In [18]:
import os
os.environ["CUDA_VISIBLE_DEVICES"] = "-1"

import numpy as np
import tensorflow as tf
from typing import Tuple

Now that we understand how to get the data and model, we're ready to train the neural network. First, we need to load the data using the technique we discussed in the first unit. In order not to clutter this notebook, we've added the `get_data` function and `NeuralNetwork` class you've already seen to a separate `kintro.py` file, which we'll import here. 

In [3]:
!wget -Nq https://raw.githubusercontent.com/MicrosoftDocs/tensorflow-learning-path/main/intro-keras/kintro.py
from kintro import *

In order to understand what happens during training, we need to add a little more detail to our neural network visualization:

![Basic neural network with details](images/2-basic-nn-with-details.png)

Notice that we've added weights $W$ to the connections between layers, and bias $b$ as input to `Dense` layers &mdash; $W$ and $b$ are the neural network's parameters. Our goal when training our network (also known as fitting) is to find the parameters $W$ and $b$ that minimize the differences between the actual and predicted labels for our data. In order to do this, we add a loss function at the end of our network, which compares the actual and predicted values, returning a large number if they're different and a smaller number if they're similar.

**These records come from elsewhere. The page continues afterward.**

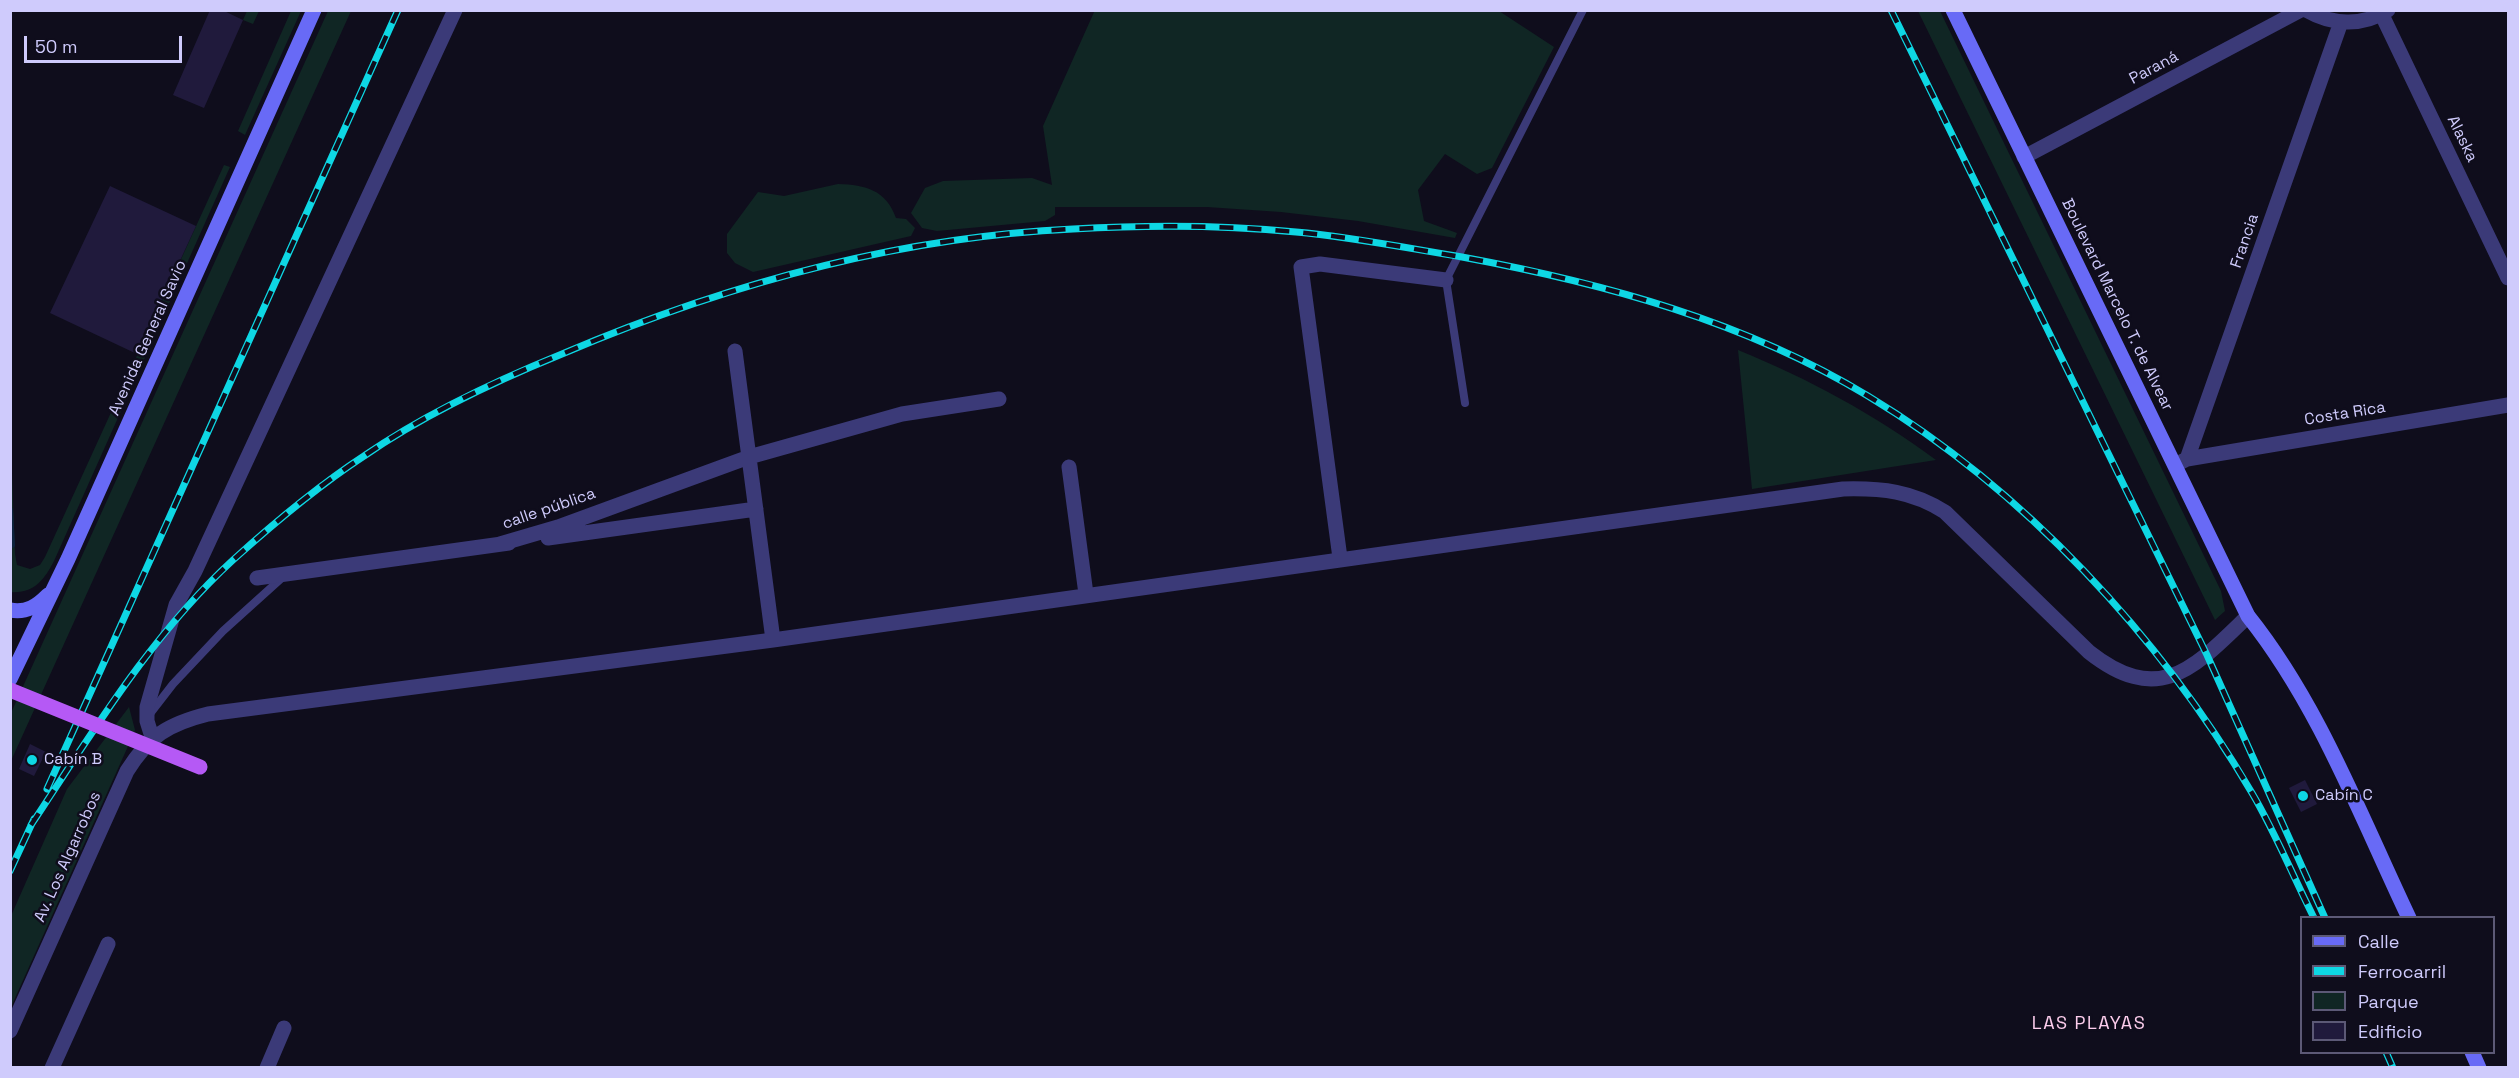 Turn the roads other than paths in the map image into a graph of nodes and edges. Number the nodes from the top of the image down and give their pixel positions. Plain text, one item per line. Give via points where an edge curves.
1 (314, 10) edge
2 (454, 10) edge
3 (1583, 10) edge
4 (1953, 10) edge
5 (2301, 10) edge
6 (2306, 10) edge
7 (2385, 13) edge
8 (2341, 22) junction
9 (2024, 157) junction
10 (2508, 278) edge
11 (1446, 280) junction
12 (735, 351) dead end
13 (999, 399) dead end
14 (1465, 403) dead end
15 (2508, 405) edge
16 (749, 457) junction
17 (2181, 462) junction
18 (1069, 467) dead end
19 (756, 509) junction
20 (500, 544) junction
21 (1340, 558) junction
22 (286, 574) junction
23 (257, 578) dead end
24 (54, 589) junction
25 (1086, 594) junction
26 (10, 610) edge
27 (2248, 616) junction
28 (773, 640) junction
29 (10, 679) edge
30 (10, 690) edge
31 (147, 721) junction
32 (152, 737) junction
33 (200, 767) dead end
34 (2408, 916) edge
35 (108, 944) dead end
36 (284, 1028) dead end
37 (10, 1031) edge
38 (2472, 1054) edge
39 (52, 1068) edge
40 (267, 1068) edge
41 (2479, 1068) edge

1 - 24 main road, Avenida General Savio
2 - 31 street via 176,605 147,707
3 - 11 lane
4 - 9 main road, Boulevard Marcelo T. de Alvear
5 - 9 street, Paraná
6 - 8 street
7 - 8 street via 2369,20
7 - 10 street, Alaska
8 - 17 street, Francia
9 - 17 main road, Boulevard Marcelo T. de Alvear
11 - 14 lane
11 - 21 street via 1320,264 1301,267
12 - 16 street
13 - 16 street, calle pública via 902,414
15 - 17 street, Costa Rica
16 - 19 street
16 - 20 street, calle pública via 558,527
17 - 27 main road, Boulevard Marcelo T. de Alvear
18 - 25 street
19 - 20 street, calle pública
19 - 28 street
20 - 22 street
21 - 25 street, Av. Los Algarrobos
21 - 27 street, Av. Los Algarrobos via 1843,489 1878,488 1926,500 1945,512 2089,652 2124,675 2153,680 2174,676 2207,655
22 - 23 street
22 - 31 lane via 223,631 173,684
24 - 26 main road via 26,611
24 - 29 main road, Avenida General Savio
25 - 28 street, Av. Los Algarrobos
27 - 34 main road, Boulevard Marcelo T. de Alvear via 2303,695
28 - 32 street, Av. Los Algarrobos via 234,710 186,719
30 - 33 main road, bridge
31 - 32 street
32 - 37 street, Av. Los Algarrobos via 137,754 118,788
35 - 39 street
36 - 40 street
38 - 41 main road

The loss function that is most frequently used for classification is cross-entropy loss, and Keras provides several varieties of this loss. Because our dataset includes a single integer label for each example, we use the [`SparseCategoricalCrossentropy`](https://www.tensorflow.org/api_docs/python/tf/keras/losses/SparseCategoricalCrossentropy) loss function.

When we introduce a `Dense` layer, a linear operation involving the input data and parameters $W$ and $b$ is performed. For example, the top node of the first linear layer performs the following calculation:

$$
z^1_1 = w^1_{1,1} x_1 + ... + w^1_{1,784} x_{784} + b^1_1
$$

If we specify a ReLU **activation function**, the output of the linear operation is then passed as input to a ReLU function:

$$
a^1_1 = ReLU(z^1_1)
$$

Mathematically speaking, we can now think of our neural network as a function $\ell$ that takes as input the data $X$, expected labels $y$, and parameters $W$ and $b$, then performs a sequence of operations on that data, and returns a loss. 

$$
\mathrm{loss} = \ell(X, y, W, b)
$$

Our goal is to find the parameters $W$ and $b$ that lead to the lowest possible loss. (We can't change our data $X$ or the corresponding labels $y$ &mdash; they're fixed &mdash; but we can adjust $W$ and $b$.) It turns out that problems of this kind fall in the well-studied mathematical area of optimization. The simplest minimization algorithm is gradient descent, and in this sample we use a variation known as Stochastic Gradient Descent or [`SGD`](https://www.tensorflow.org/api_docs/python/tf/keras/optimizers/SGD). 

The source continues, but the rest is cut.